We say that a polynomial $F$ is irreducible over $\mathbb{C}$ if it cannot be factored into a product of two non-constant polynomials over $\mathbb{C}$. I want to show that
If $F(x,y,z)$ is a homogenous polynomial that is irreducible over $\mathbb{C}$, then $f(y,z):=F(1,y,z)$ is also irreducible over $\mathbb{C}$.
If $x|F(x,y,z)$, then we can write $F(x,y,z)=xh(x,y,z)$, however as $F$ is assumed to be irreducible, $h(x,y,z)$ is forced to be a complex constant, say $h(x,y,z)=C$, and thus $F(x,y,z)=Cx$. Therefore, $f(y,z):=F(1,y,z)=C$ which is irreducible, because it cannot be factored into a product of two non-constant polynomials.
The problem is that I don't know how to deal with the case where $x\nmid F(x,y,z)$. I tried to argue by contradiction:
If $f(y,z)$ is reducible, then we can write $F(1,y,z)=f(y,z)=h(y,z)g(y,z)$ where $h,g$ are non-constants polynomials. Then, I tried to use the property of being homogenous: say $F$ is homogenous of degree $d$, then \begin{align*} &F(1,y,z)=h(y,z)g(y,z)\\ &\implies F\Bigg(1,\dfrac{y}{x},\dfrac{z}{x}\Bigg)=h\Bigg(\dfrac{y}{x},\dfrac{z}{x}\Bigg)g\Bigg(\dfrac{y}{x},\dfrac{z}{x}\Bigg)\ \ \text{for all}\ \ x\in\mathbb{C}^{*}\\ &\implies x^{d}F\Bigg(1,\dfrac{y}{x},\dfrac{z}{x}\Bigg)=x^{d}h\Bigg(\dfrac{y}{x},\dfrac{z}{x}\Bigg)g\Bigg(\dfrac{y}{x},\dfrac{z}{x}\Bigg)\ \ \text{for all}\ \ x\in\mathbb{C}^{*}\\ &\implies F(x,y,z)=x^{d}h\Bigg(\dfrac{y}{x},\dfrac{z}{x}\Bigg)g\Bigg(\dfrac{y}{x},\dfrac{z}{x}\Bigg)\ \ \text{for all}\ \ x\in\mathbb{C}^{*}. \end{align*}
But then I don't know what to do to find a contradiction.
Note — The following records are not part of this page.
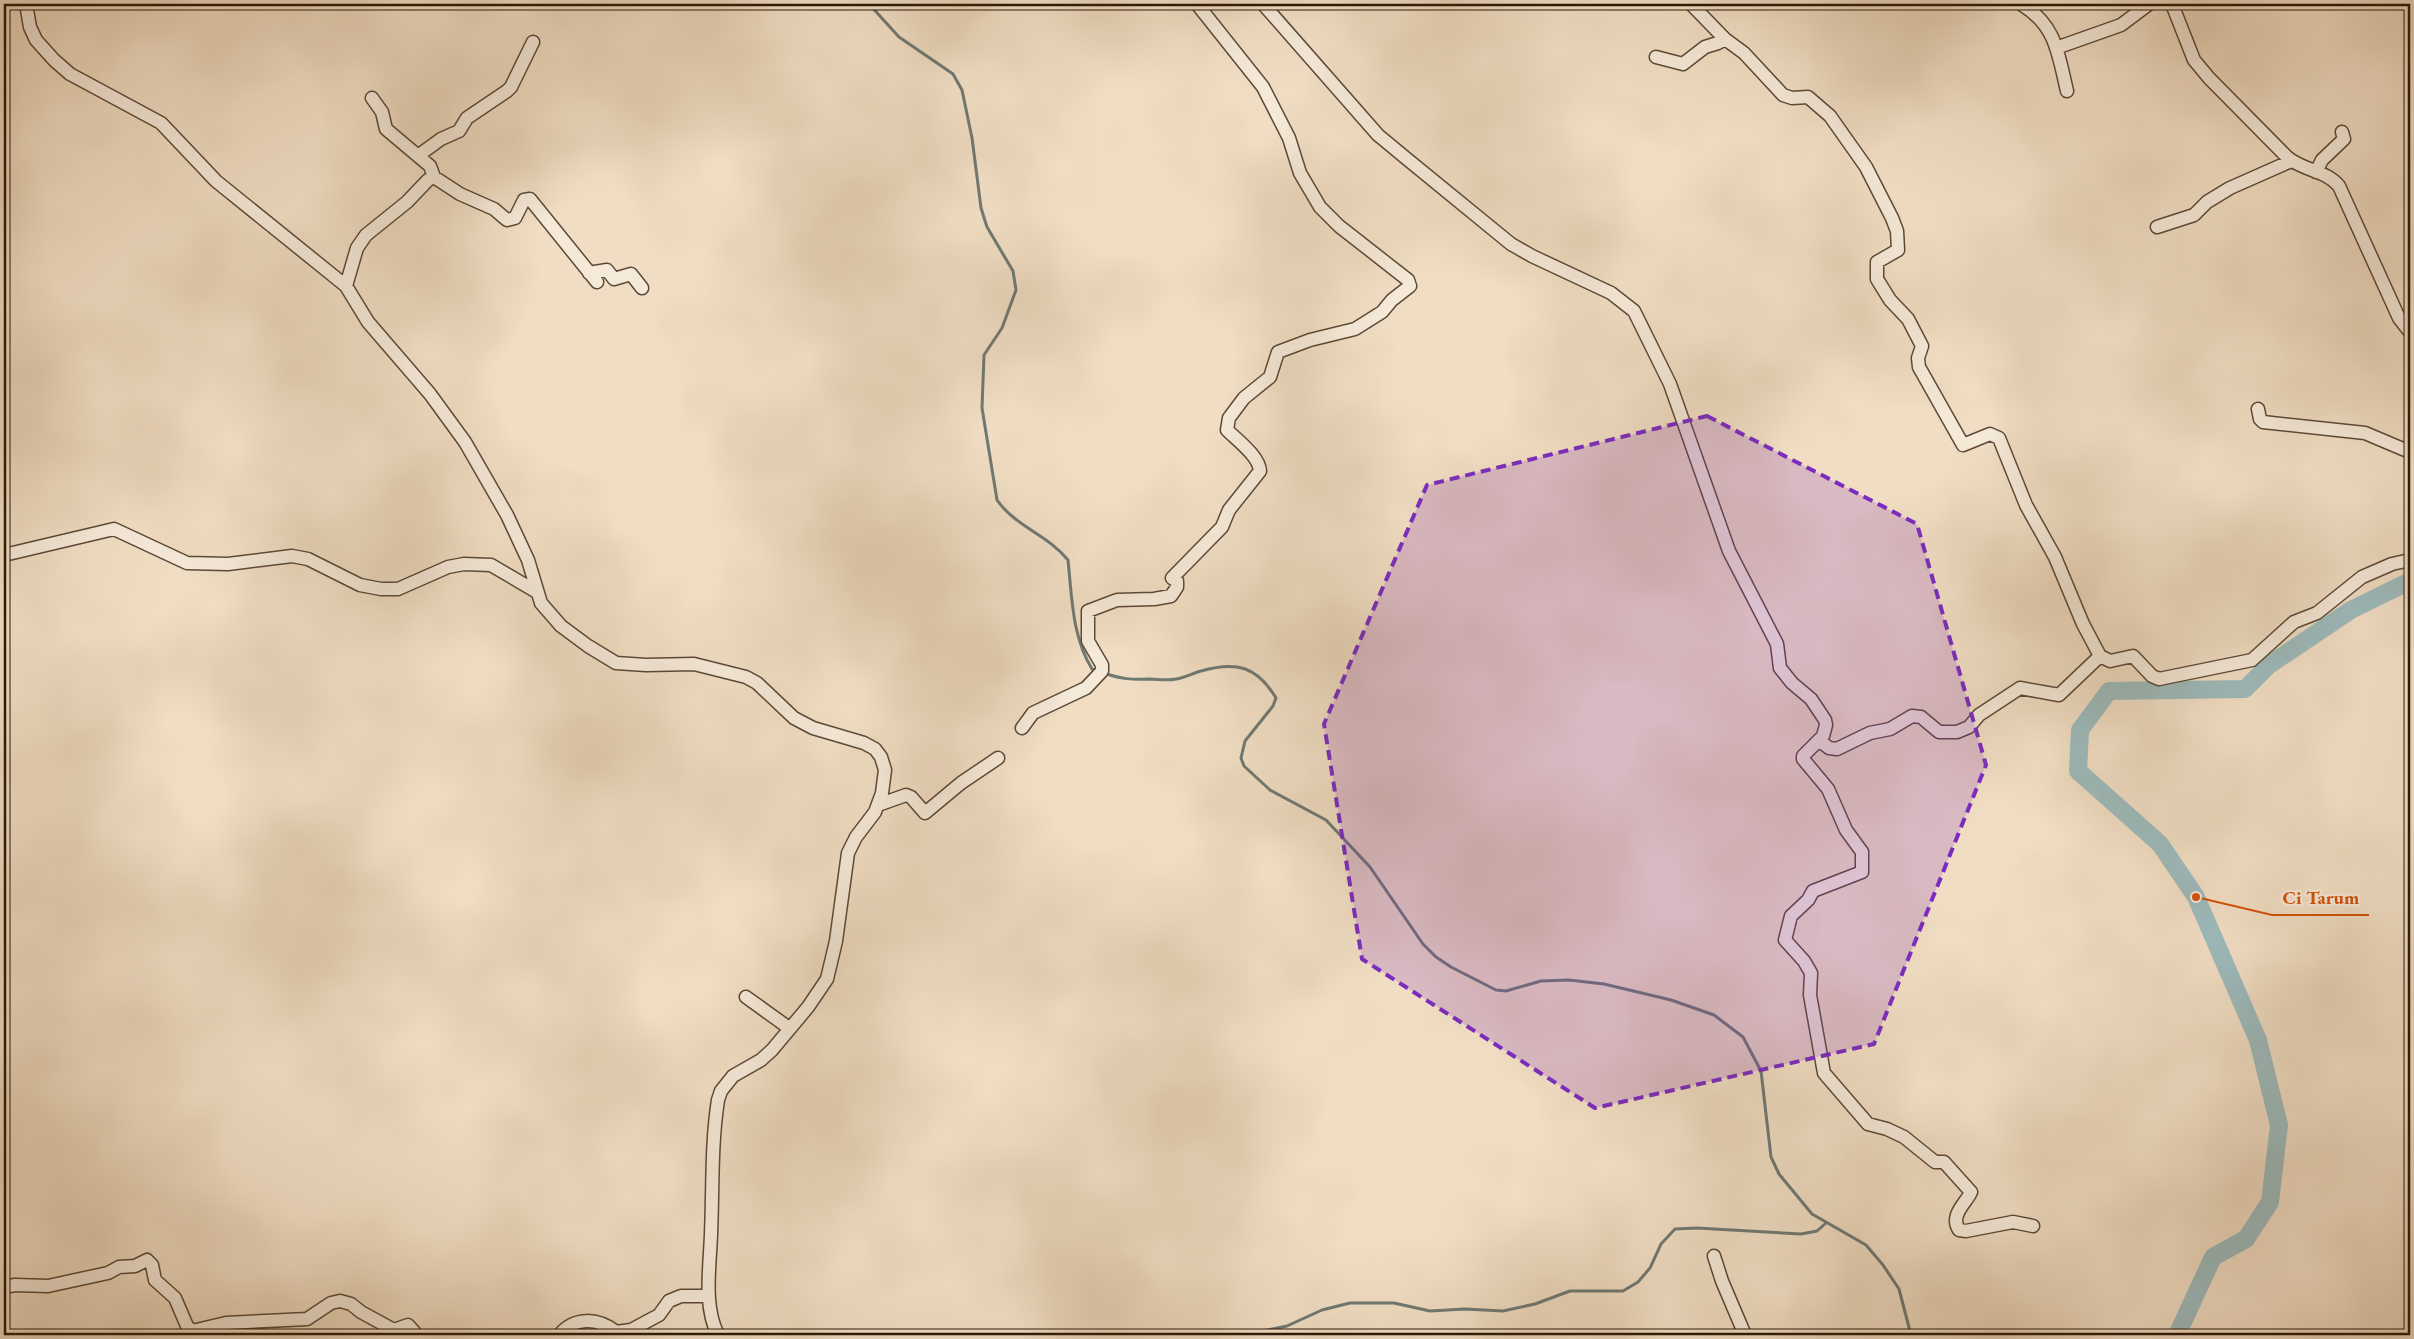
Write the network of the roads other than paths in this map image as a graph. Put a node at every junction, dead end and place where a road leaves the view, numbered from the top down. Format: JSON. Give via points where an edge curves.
{"nodes":[{"id":1,"x":26,"y":4,"type":"edge"},
{"id":2,"x":1197,"y":4,"type":"edge"},
{"id":3,"x":1264,"y":4,"type":"edge"},
{"id":4,"x":1691,"y":4,"type":"edge"},
{"id":5,"x":2021,"y":4,"type":"edge"},
{"id":6,"x":2149,"y":4,"type":"edge"},
{"id":7,"x":2172,"y":4,"type":"edge"},
{"id":8,"x":1725,"y":39,"type":"junction"},
{"id":9,"x":533,"y":42,"type":"dead end"},
{"id":10,"x":2056,"y":48,"type":"junction"},
{"id":11,"x":1656,"y":58,"type":"dead end"},
{"id":12,"x":2067,"y":91,"type":"dead end"},
{"id":13,"x":372,"y":98,"type":"dead end"},
{"id":14,"x":2342,"y":132,"type":"dead end"},
{"id":15,"x":419,"y":155,"type":"junction"},
{"id":16,"x":2291,"y":161,"type":"junction"},
{"id":17,"x":2316,"y":172,"type":"junction"},
{"id":18,"x":434,"y":177,"type":"junction"},
{"id":19,"x":2157,"y":227,"type":"dead end"},
{"id":20,"x":346,"y":286,"type":"junction"},
{"id":21,"x":642,"y":288,"type":"dead end"},
{"id":22,"x":2410,"y":332,"type":"edge"},
{"id":23,"x":2258,"y":408,"type":"dead end"},
{"id":24,"x":2410,"y":452,"type":"edge"},
{"id":25,"x":4,"y":555,"type":"edge"},
{"id":26,"x":2410,"y":560,"type":"edge"},
{"id":27,"x":537,"y":592,"type":"junction"},
{"id":28,"x":2100,"y":656,"type":"junction"},
{"id":29,"x":1022,"y":728,"type":"dead end"},
{"id":30,"x":1820,"y":740,"type":"junction"},
{"id":31,"x":998,"y":758,"type":"dead end"},
{"id":32,"x":878,"y":805,"type":"junction"},
{"id":33,"x":746,"y":997,"type":"dead end"},
{"id":34,"x":789,"y":1028,"type":"junction"},
{"id":35,"x":2033,"y":1226,"type":"dead end"},
{"id":36,"x":1714,"y":1256,"type":"dead end"},
{"id":37,"x":4,"y":1288,"type":"edge"},
{"id":38,"x":709,"y":1296,"type":"junction"},
{"id":39,"x":417,"y":1335,"type":"edge"},
{"id":40,"x":559,"y":1335,"type":"edge"},
{"id":41,"x":718,"y":1335,"type":"edge"},
{"id":42,"x":1745,"y":1335,"type":"edge"}],
"edges":[{"from":1,"to":20,"type":"street","via":[[36,40],[59,65],[161,123],[216,181]]},
{"from":2,"to":29,"type":"street","via":[[1263,87],[1286,130],[1300,172],[1320,207],[1408,280],[1410,286],[1382,312],[1355,329],[1278,352],[1270,377],[1248,394],[1227,422],[1227,430],[1250,453],[1260,471],[1229,510],[1224,524],[1172,578],[1177,581],[1177,587],[1170,596],[1117,600],[1088,611],[1088,641],[1102,665],[1102,671],[1086,688],[1037,710]]},
{"from":3,"to":30,"type":"street","via":[[1378,135],[1511,244],[1611,292],[1634,311],[1670,384],[1729,551],[1777,644],[1780,668],[1811,699],[1825,720],[1825,731]]},
{"from":4,"to":8,"type":"street"},
{"from":5,"to":10,"type":"street","via":[[2035,12]]},
{"from":6,"to":10,"type":"street","via":[[2121,25]]},
{"from":7,"to":16,"type":"street","via":[[2194,60]]},
{"from":8,"to":11,"type":"street","via":[[1705,47],[1683,64]]},
{"from":8,"to":28,"type":"street","via":[[1744,53],[1787,97],[1808,97],[1828,113],[1874,179],[1895,225],[1898,248],[1896,253],[1876,262],[1876,279],[1908,319],[1922,346],[1919,367],[1962,444],[1964,446],[1990,434],[1999,438],[2026,505],[2055,557]]},
{"from":9,"to":15,"type":"street","via":[[511,87],[467,118],[459,131]]},
{"from":10,"to":12,"type":"street"},
{"from":13,"to":15,"type":"street","via":[[382,112],[386,129]]},
{"from":14,"to":17,"type":"street","via":[[2344,138],[2322,160]]},
{"from":15,"to":18,"type":"street","via":[[431,167]]},
{"from":16,"to":17,"type":"street"},
{"from":16,"to":19,"type":"street","via":[[2230,188],[2194,215]]},
{"from":17,"to":22,"type":"street","via":[[2332,178],[2339,186],[2398,318]]},
{"from":18,"to":20,"type":"street","via":[[366,235],[357,248]]},
{"from":18,"to":21,"type":"street","via":[[460,194],[494,209],[507,220],[515,218],[524,200],[530,199],[593,278],[607,270],[614,278],[631,274]]},
{"from":20,"to":27,"type":"street","via":[[368,322],[430,394],[465,442],[507,515],[528,560]]},
{"from":23,"to":24,"type":"street","via":[[2263,422],[2359,431]]},
{"from":25,"to":27,"type":"street","via":[[114,529],[187,562],[228,564],[292,556],[308,559],[360,585],[381,589],[398,589],[448,567],[491,565]]},
{"from":26,"to":28,"type":"street","via":[[2362,576],[2317,613],[2294,622],[2261,654],[2247,662],[2159,679],[2150,675],[2133,656],[2110,661]]},
{"from":27,"to":32,"type":"street","via":[[545,609],[560,626],[616,663],[694,664],[737,674],[754,681],[785,711],[804,724],[875,749],[885,770]]},
{"from":28,"to":30,"type":"street","via":[[2059,695],[2020,688],[1979,715],[1966,729],[1939,732],[1921,717],[1912,716],[1890,729],[1870,733],[1837,749],[1829,748]]},
{"from":30,"to":35,"type":"street","via":[[1803,759],[1828,788],[1846,830],[1864,858],[1860,873],[1814,891],[1791,916],[1784,936],[1811,973],[1810,995],[1824,1072],[1868,1124],[1892,1131],[1936,1162],[1944,1162],[1971,1192],[1960,1207],[1956,1224],[1958,1230],[2013,1222]]},
{"from":31,"to":32,"type":"street","via":[[925,813],[906,795]]},
{"from":32,"to":34,"type":"street","via":[[848,853],[836,941],[827,979],[808,1008]]},
{"from":33,"to":34,"type":"street"},
{"from":34,"to":38,"type":"street","via":[[764,1058],[733,1076],[718,1100],[711,1170]]},
{"from":36,"to":42,"type":"street"},
{"from":37,"to":39,"type":"street","via":[[48,1286],[108,1273],[119,1267],[135,1266],[147,1260],[153,1266],[155,1280],[175,1298],[192,1331],[226,1323],[307,1319],[331,1303],[340,1301],[351,1304],[394,1330],[408,1326]]},
{"from":38,"to":40,"type":"street","via":[[687,1295],[669,1301],[659,1315],[631,1330],[616,1332],[609,1325],[588,1319],[570,1325]]},
{"from":38,"to":41,"type":"street","via":[[711,1320]]}]}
Is there anything like, the highest degree of $h$ plus the highest degree of $g$ is less than $d$, so we can factor out at least one $x$ in the RHS?
Thank you!
Edit:
As discussed, this post is a duplication of the link provided in the comment. After reading that post, I think that my proof above is basically done. The only confusion I had before was that if $d=\deg(g)+\deg(h)$. This is actually clear, because $F(1,y,z)=h(y,z)g(y,z)$, so $\deg(F)=d=\deg(hg)=\deg(g)+\deg(h)$, and then the proof can go through.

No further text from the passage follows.